Contemporary art gallery in Los Angeles, California

Château Shatto is a contemporary art gallery in downtown Los Angeles, California directed by co-founder Olivia Barrett.

== Gallery history ==
Château Shatto opened in downtown Los Angeles in July 2014, founded by Olivia Barrett and Nelson Harmon.
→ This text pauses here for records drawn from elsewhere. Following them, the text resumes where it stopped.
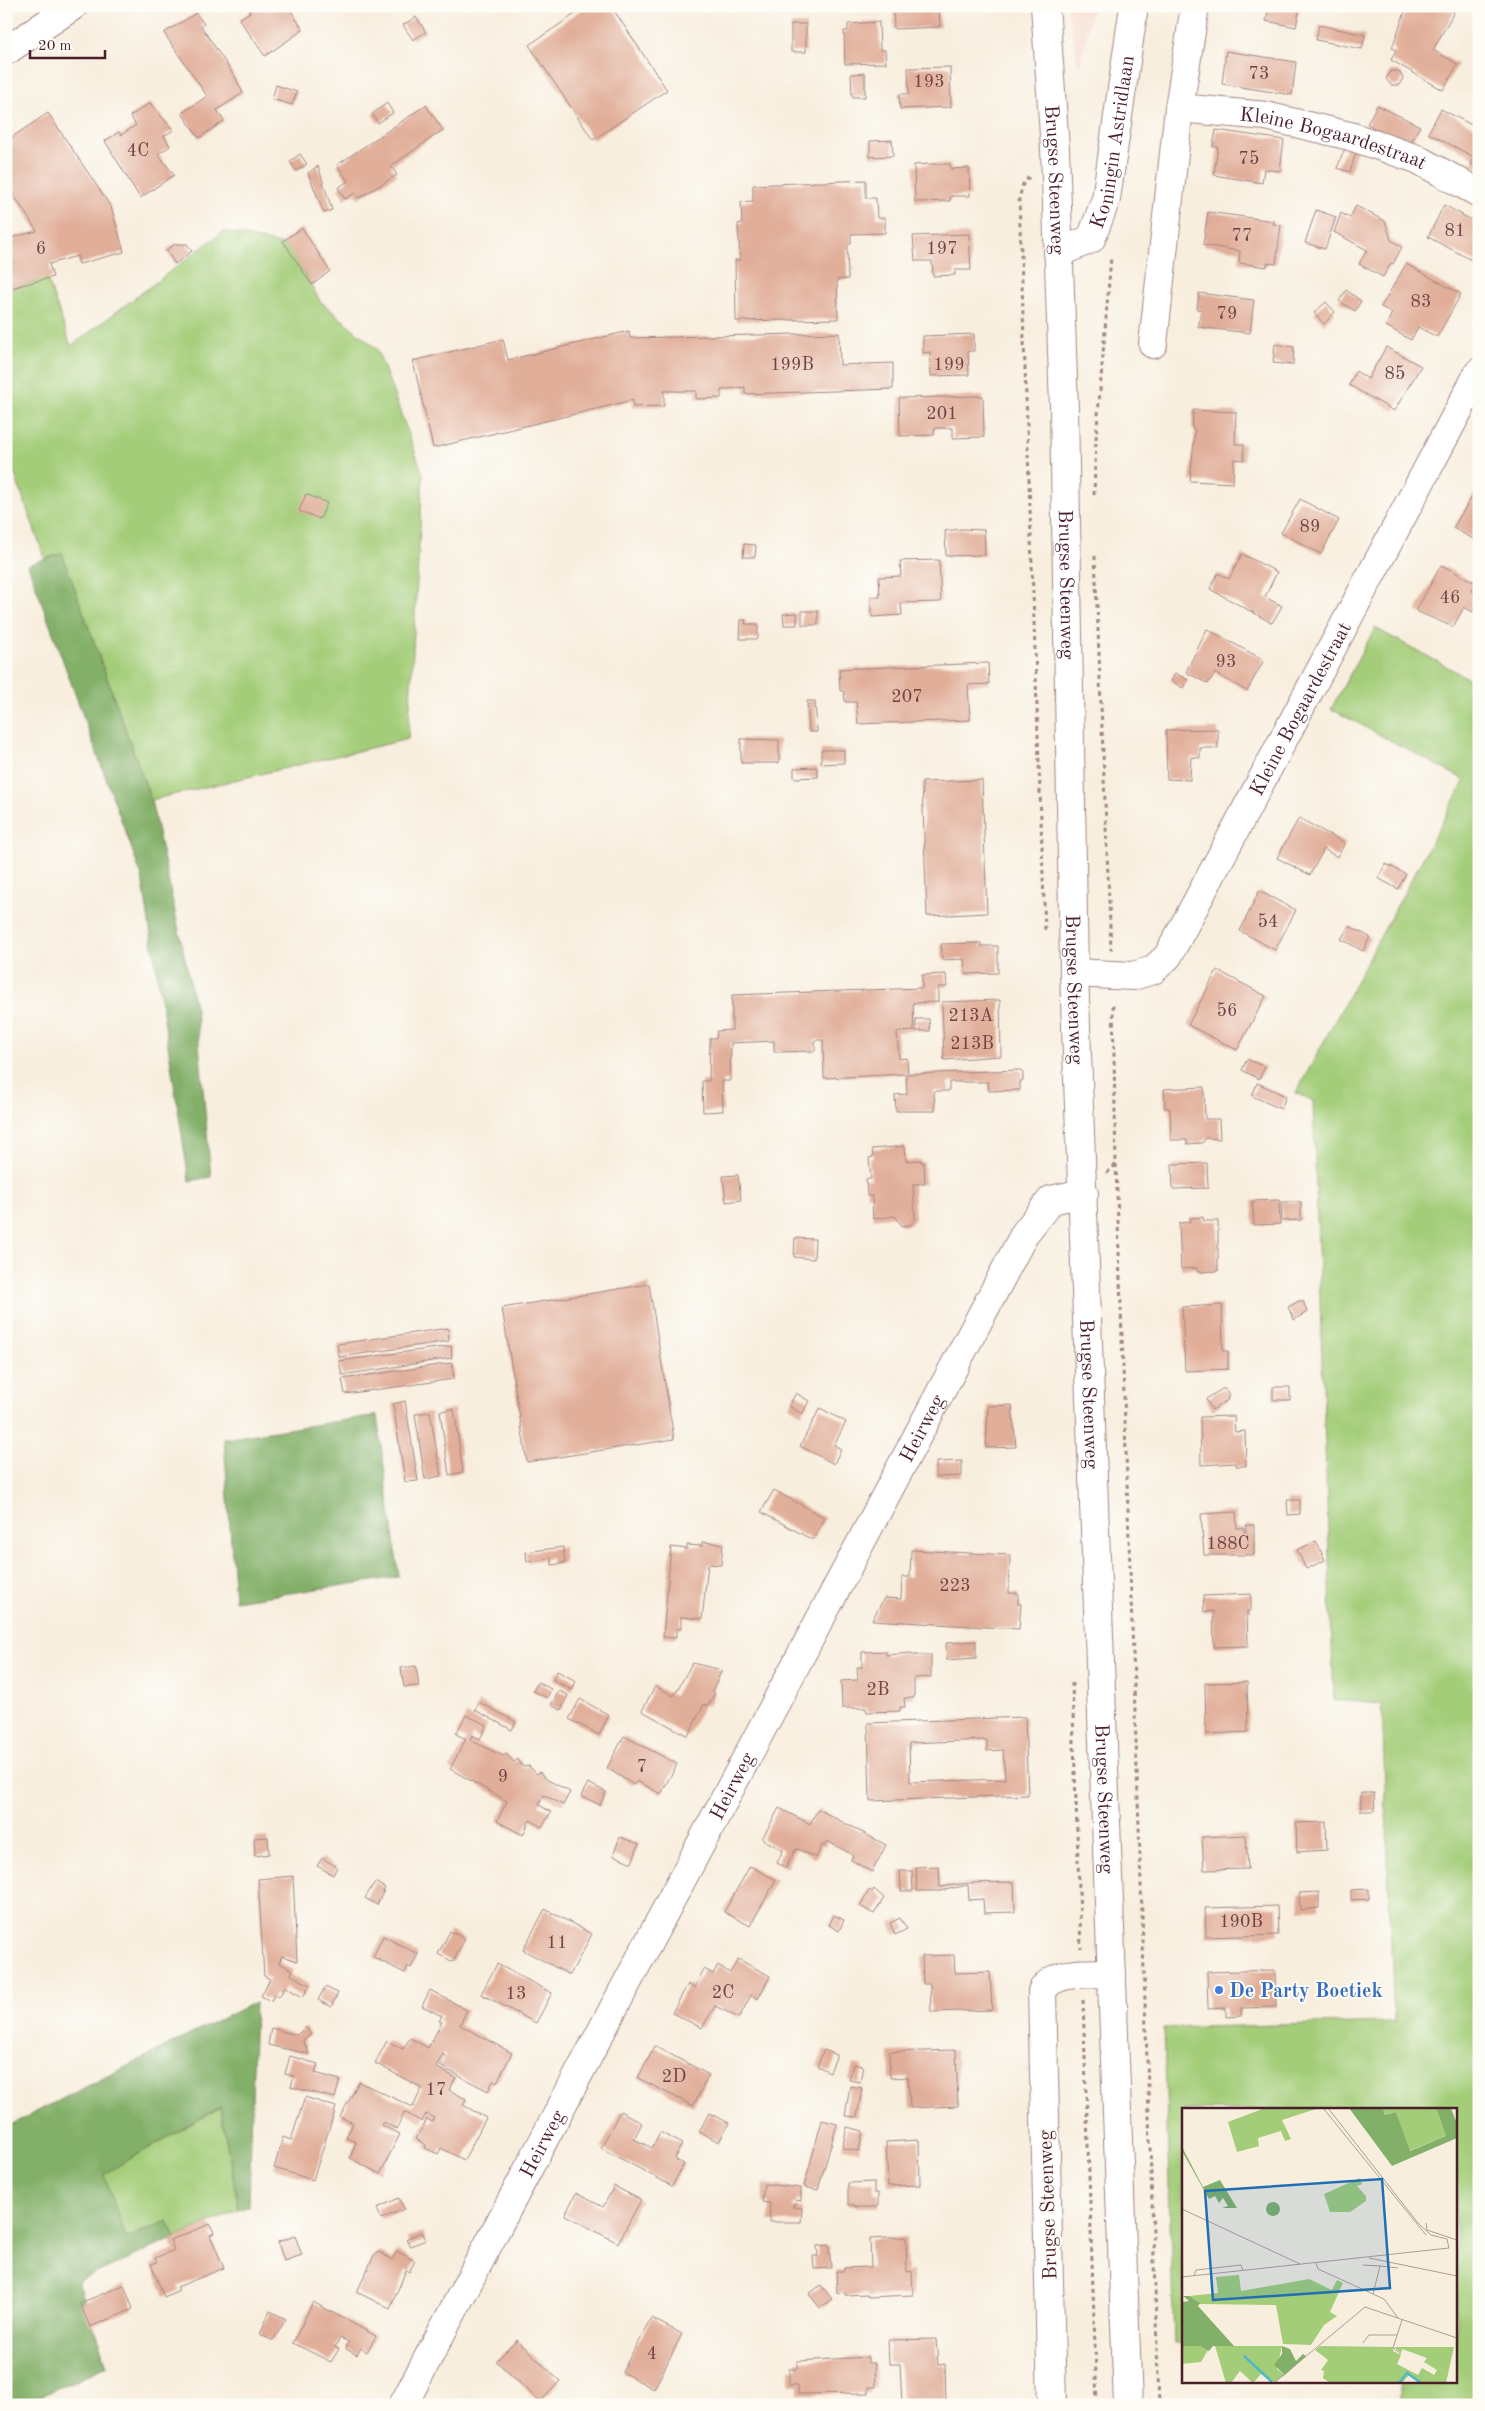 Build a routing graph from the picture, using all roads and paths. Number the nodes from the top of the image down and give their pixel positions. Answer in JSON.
{"nodes":[{"id":1,"x":73,"y":6,"type":"edge"},
{"id":2,"x":1044,"y":6,"type":"edge"},
{"id":3,"x":1134,"y":6,"type":"edge"},
{"id":4,"x":1195,"y":6,"type":"edge"},
{"id":5,"x":6,"y":51,"type":"edge"},
{"id":6,"x":1179,"y":108,"type":"junction"},
{"id":7,"x":1055,"y":149,"type":"junction"},
{"id":8,"x":1479,"y":193,"type":"edge"},
{"id":9,"x":1112,"y":247,"type":"dead end"},
{"id":10,"x":1058,"y":253,"type":"junction"},
{"id":11,"x":1152,"y":344,"type":"dead end"},
{"id":12,"x":1479,"y":372,"type":"edge"},
{"id":13,"x":1094,"y":505,"type":"dead end"},
{"id":14,"x":1095,"y":554,"type":"dead end"},
{"id":15,"x":1045,"y":933,"type":"dead end"},
{"id":16,"x":1074,"y":973,"type":"junction"},
{"id":17,"x":1112,"y":976,"type":"junction"},
{"id":18,"x":1116,"y":1164,"type":"junction"},
{"id":19,"x":1084,"y":1193,"type":"junction"},
{"id":20,"x":1072,"y":1679,"type":"dead end"},
{"id":21,"x":1112,"y":1973,"type":"junction"},
{"id":22,"x":1082,"y":1975,"type":"junction"},
{"id":23,"x":404,"y":2405,"type":"edge"},
{"id":24,"x":1052,"y":2405,"type":"edge"},
{"id":25,"x":1097,"y":2405,"type":"edge"},
{"id":26,"x":1128,"y":2405,"type":"edge"},
{"id":27,"x":1159,"y":2405,"type":"edge"}],
"edges":[{"from":1,"to":5,"type":"street"},
{"from":2,"to":7,"type":"street","name":"Brugse Steenweg"},
{"from":3,"to":10,"type":"street","name":"Koningin Astridlaan"},
{"from":4,"to":6,"type":"street"},
{"from":6,"to":8,"type":"street","name":"Kleine Bogaardestraat"},
{"from":6,"to":11,"type":"street"},
{"from":7,"to":10,"type":"street","name":"Brugse Steenweg"},
{"from":7,"to":15,"type":"path"},
{"from":9,"to":13,"type":"path"},
{"from":10,"to":16,"type":"street","name":"Brugse Steenweg"},
{"from":12,"to":17,"type":"street","name":"Kleine Bogaardestraat"},
{"from":14,"to":17,"type":"path"},
{"from":16,"to":17,"type":"street","name":"Kleine Bogaardestraat"},
{"from":16,"to":19,"type":"street","name":"Brugse Steenweg"},
{"from":17,"to":18,"type":"path"},
{"from":18,"to":19,"type":"path"},
{"from":18,"to":27,"type":"path"},
{"from":19,"to":21,"type":"street","name":"Brugse Steenweg"},
{"from":19,"to":23,"type":"street","name":"Heirweg"},
{"from":20,"to":22,"type":"path"},
{"from":21,"to":22,"type":"street","name":"Brugse Steenweg"},
{"from":21,"to":26,"type":"street","name":"Brugse Steenweg"},
{"from":22,"to":24,"type":"street","name":"Brugse Steenweg"},
{"from":22,"to":25,"type":"path"}]}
The gallery presents solo and group shows, exhibiting a range of artists from emerging to established including: Judy Fiskin, Sydney de Jong, John McLaughlin, Frank J. Thomas, Audrey Wollen, Bedros Yeretzian, Fiona Connor
The gallery represents: Jean Baudrillard, Body by Body, Aria Dean, Hamishi Farah, Van Hanos, Parker Ito, Helen Johnson, Jacqueline de Jong, Jonny Negron

=== Selected exhibitions ===

- Education Pig - Body by Body with Odilon Redon (July - September 2014)
- A Lil’ Taste of Cheeto in the Night - Parker Ito (January - May 2015)
- Jean Baudrillard - (December 2015 - February 2016)
- "Ma" - curated by Fiona Connor - (December 2016 - January 2017)
- Late American Paintings - Van Hanos - (October - November 2017)
- In Order to Pass: Films from 1982-1995 - Chris Kraus - (March - May 2018) - prepared in collaboration with filmmaker Lane Stewart
- Small Map of Heaven - Jonny Negron - (July – September 2018)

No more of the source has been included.